В этот момент и вступает в него император Константин. Надо представить себе, что означало для Церкви после трех веков гонения — обращение самого Императора, чтобы понять, почему двор Константина сразу же стал притягивающим центром — и не для одних оппортунистов и карьеристов, но и для тех, кто, окрыленные победой Христа, мечтали о распространении этой победы по всему миру. Император и Империя становились провиденциальными орудиями Царства Христова!.. И вокруг Константина сразу создается круг христианских советников, некий неофициальный «штаб», а в нем видное место занимает очень рано — с самого появления Константина на востоке — Евсевий Никомидийский, первый из печальной серии придворных епископов.

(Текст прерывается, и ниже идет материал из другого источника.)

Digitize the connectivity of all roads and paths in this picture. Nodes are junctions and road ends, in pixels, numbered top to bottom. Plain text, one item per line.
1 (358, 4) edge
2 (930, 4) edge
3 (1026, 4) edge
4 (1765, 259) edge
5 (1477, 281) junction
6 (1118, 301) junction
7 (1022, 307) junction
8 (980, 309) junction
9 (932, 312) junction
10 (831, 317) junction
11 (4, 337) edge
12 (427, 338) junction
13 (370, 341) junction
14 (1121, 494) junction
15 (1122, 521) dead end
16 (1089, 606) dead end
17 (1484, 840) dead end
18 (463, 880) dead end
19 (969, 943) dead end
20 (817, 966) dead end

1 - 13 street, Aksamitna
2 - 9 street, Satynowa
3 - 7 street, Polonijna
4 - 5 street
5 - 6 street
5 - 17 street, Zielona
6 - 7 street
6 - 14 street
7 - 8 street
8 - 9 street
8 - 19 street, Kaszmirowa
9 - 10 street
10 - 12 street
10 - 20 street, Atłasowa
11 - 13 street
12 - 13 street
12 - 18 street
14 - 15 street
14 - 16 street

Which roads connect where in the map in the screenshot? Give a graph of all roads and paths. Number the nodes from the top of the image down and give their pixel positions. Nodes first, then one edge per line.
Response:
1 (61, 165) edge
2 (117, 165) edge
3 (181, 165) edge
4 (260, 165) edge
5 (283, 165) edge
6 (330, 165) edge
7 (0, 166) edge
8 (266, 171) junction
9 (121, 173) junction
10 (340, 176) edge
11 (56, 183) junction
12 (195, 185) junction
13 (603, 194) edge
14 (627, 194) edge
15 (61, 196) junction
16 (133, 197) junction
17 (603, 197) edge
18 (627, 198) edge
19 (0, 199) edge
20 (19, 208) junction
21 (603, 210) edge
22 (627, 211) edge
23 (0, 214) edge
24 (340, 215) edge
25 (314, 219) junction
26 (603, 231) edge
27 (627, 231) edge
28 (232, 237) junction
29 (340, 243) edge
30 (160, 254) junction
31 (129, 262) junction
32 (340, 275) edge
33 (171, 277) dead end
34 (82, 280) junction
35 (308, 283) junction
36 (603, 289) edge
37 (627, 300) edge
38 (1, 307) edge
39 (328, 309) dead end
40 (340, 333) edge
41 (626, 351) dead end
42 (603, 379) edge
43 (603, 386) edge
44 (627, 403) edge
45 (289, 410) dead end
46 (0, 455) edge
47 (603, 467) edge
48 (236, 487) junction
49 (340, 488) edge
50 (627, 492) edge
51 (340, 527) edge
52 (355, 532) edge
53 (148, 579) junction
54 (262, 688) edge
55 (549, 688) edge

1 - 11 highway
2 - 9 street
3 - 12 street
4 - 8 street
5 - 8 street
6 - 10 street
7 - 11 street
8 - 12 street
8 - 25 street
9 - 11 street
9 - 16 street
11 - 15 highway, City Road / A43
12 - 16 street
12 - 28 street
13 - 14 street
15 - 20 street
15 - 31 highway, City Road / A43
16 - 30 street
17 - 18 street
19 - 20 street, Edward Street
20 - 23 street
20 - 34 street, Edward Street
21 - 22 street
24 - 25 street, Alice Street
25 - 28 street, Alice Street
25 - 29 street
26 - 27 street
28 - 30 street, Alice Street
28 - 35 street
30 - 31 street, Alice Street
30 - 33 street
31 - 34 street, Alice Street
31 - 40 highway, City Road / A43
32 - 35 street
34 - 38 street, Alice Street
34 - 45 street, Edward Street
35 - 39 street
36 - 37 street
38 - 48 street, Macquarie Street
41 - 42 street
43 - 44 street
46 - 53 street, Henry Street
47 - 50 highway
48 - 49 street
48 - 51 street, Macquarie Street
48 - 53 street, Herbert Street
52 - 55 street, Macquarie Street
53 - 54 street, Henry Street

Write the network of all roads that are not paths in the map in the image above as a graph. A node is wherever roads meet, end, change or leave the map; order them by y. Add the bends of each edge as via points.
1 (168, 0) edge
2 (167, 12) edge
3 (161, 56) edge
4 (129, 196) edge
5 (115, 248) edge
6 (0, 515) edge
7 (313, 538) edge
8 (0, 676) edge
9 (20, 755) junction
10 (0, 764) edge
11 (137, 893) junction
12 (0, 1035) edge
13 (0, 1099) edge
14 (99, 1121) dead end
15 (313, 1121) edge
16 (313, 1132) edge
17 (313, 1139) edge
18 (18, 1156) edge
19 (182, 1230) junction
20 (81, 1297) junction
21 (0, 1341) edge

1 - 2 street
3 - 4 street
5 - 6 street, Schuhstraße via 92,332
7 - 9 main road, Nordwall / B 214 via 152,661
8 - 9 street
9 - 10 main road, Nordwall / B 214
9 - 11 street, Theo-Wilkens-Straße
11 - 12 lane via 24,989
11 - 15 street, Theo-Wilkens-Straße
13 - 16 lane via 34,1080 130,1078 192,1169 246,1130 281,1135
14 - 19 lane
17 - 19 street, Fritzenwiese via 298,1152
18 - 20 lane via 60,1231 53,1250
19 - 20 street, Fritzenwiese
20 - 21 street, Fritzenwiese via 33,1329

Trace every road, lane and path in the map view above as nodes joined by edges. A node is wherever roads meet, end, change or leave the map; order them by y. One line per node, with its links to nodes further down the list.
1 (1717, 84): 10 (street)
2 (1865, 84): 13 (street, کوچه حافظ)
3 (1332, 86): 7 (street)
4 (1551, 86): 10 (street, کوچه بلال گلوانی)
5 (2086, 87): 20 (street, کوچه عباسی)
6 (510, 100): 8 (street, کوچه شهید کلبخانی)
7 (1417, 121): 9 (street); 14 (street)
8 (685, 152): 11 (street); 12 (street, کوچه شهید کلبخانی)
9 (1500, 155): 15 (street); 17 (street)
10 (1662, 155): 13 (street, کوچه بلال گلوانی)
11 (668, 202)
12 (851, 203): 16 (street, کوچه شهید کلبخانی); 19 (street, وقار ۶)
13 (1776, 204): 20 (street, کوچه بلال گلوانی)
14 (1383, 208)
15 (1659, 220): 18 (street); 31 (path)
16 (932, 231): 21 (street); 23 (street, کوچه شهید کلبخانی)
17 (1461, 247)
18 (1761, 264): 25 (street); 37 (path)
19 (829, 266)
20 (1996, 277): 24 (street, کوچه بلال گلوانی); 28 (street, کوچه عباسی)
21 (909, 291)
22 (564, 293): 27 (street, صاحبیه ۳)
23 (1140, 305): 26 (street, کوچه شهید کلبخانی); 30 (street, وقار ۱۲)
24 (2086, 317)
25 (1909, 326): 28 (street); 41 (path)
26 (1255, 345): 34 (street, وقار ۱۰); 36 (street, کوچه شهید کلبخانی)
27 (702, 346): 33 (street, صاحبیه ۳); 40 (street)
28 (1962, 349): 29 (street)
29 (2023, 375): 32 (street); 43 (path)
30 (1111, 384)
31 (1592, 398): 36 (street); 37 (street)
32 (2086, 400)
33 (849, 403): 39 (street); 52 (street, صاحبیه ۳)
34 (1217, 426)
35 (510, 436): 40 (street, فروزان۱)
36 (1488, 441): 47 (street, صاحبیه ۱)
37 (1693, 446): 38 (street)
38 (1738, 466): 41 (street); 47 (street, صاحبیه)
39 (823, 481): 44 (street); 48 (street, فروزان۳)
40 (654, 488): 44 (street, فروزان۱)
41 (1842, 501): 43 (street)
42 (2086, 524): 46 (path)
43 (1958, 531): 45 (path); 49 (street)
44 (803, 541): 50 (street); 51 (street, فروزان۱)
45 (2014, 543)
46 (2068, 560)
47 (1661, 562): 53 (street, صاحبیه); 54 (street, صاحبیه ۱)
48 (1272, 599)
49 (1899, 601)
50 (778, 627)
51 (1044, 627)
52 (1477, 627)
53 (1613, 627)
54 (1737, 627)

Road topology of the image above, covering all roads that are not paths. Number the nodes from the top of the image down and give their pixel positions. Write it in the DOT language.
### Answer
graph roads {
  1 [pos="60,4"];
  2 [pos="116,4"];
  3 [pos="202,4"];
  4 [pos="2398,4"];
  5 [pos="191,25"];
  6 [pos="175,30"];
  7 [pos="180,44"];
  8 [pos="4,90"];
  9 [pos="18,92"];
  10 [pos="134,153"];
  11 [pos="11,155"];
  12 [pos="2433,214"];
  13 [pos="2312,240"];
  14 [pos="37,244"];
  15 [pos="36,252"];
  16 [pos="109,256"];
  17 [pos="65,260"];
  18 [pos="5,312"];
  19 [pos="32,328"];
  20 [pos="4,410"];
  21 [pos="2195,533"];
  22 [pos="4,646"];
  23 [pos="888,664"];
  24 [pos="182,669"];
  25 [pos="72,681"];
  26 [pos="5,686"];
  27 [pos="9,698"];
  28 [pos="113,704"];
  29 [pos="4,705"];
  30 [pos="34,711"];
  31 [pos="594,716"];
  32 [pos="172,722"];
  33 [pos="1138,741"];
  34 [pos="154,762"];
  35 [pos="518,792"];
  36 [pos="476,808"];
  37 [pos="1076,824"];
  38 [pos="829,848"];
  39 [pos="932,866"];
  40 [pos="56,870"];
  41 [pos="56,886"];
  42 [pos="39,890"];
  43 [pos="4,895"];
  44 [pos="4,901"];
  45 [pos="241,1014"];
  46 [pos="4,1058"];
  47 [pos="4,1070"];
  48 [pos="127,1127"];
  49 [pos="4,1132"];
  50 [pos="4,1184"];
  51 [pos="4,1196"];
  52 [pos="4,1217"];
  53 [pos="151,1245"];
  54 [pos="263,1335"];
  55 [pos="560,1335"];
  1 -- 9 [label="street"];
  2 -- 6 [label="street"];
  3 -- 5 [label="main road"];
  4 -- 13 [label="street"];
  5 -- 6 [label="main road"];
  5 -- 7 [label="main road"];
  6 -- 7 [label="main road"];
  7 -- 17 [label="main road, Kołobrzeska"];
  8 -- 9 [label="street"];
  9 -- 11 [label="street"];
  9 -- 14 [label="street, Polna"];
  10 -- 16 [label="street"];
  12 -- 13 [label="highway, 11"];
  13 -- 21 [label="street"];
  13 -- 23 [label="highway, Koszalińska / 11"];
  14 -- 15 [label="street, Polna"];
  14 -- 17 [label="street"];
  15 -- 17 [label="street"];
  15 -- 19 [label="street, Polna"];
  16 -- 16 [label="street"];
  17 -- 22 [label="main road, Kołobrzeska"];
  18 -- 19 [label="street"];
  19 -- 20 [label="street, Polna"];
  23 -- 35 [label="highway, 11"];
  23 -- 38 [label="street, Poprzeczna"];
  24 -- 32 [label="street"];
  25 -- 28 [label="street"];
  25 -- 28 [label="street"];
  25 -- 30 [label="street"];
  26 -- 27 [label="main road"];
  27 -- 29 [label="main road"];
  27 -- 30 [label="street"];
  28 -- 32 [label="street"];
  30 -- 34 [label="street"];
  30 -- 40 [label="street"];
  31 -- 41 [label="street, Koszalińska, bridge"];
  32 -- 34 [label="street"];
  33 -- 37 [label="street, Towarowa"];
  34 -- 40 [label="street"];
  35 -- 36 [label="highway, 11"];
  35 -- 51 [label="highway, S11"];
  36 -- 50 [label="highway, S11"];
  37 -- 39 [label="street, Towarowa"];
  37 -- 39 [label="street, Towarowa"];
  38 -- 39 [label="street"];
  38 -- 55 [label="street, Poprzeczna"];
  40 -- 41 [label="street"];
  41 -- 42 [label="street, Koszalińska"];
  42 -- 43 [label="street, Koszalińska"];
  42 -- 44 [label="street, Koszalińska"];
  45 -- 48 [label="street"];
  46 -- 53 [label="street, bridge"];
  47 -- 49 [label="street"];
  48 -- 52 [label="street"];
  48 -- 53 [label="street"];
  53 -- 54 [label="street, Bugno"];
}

Сам Константин не мог, конечно, разобраться в богословском споре по существу. Но он потрясен был этой новой смутой в Церкви. То были годы его торжества. Победа над Ликинием в 323 г. окончательно утвердила его единодержавие и ему рисовался образ единой Империи, изнутри духовно обновленной единой Церковью… И вдруг, вместо мечты, печальная действительность: новые споры, новые разделения… По всей вероятности, его христианские советники и дали ему мысль собрать собор епископов — привычный для Церкви способ решения споров. Но Константин захотел сделать из Собора символ и увенчание и своей победы и нового положения Церкви в Империи. Так созван был первый Вселенский Собор, весною 325 г. в Никее. Вселенским был он не по числу епископов (предание определяет его как Собор 318 Отцов) но по замыслу и значению. Действительно, впервые после столетий полуподпольного существования собрались епископы из всех частей Церкви, многие еще со следами ран и увечий, полученных при Диоклетиане. Какой ощутимый опыт торжества и победы! А роскошь приема, небывалая торжественность встречи, ласка и доброта Императора усиливали радостную уверенность в начале новой эпохи, в действительной победе Христа над миром. Так воспринимал собор, прежде всего, сам Константин. Он приурочил его к двадцатилетию своего царствования, он хотел парада и радости и не хотел ненавистных ему споров. В своей речи епископам в день открытия он говорил, что эти споры «более опасны чем войны и прочие конфликты… Мне они доставляют больше горя, чем все остальное».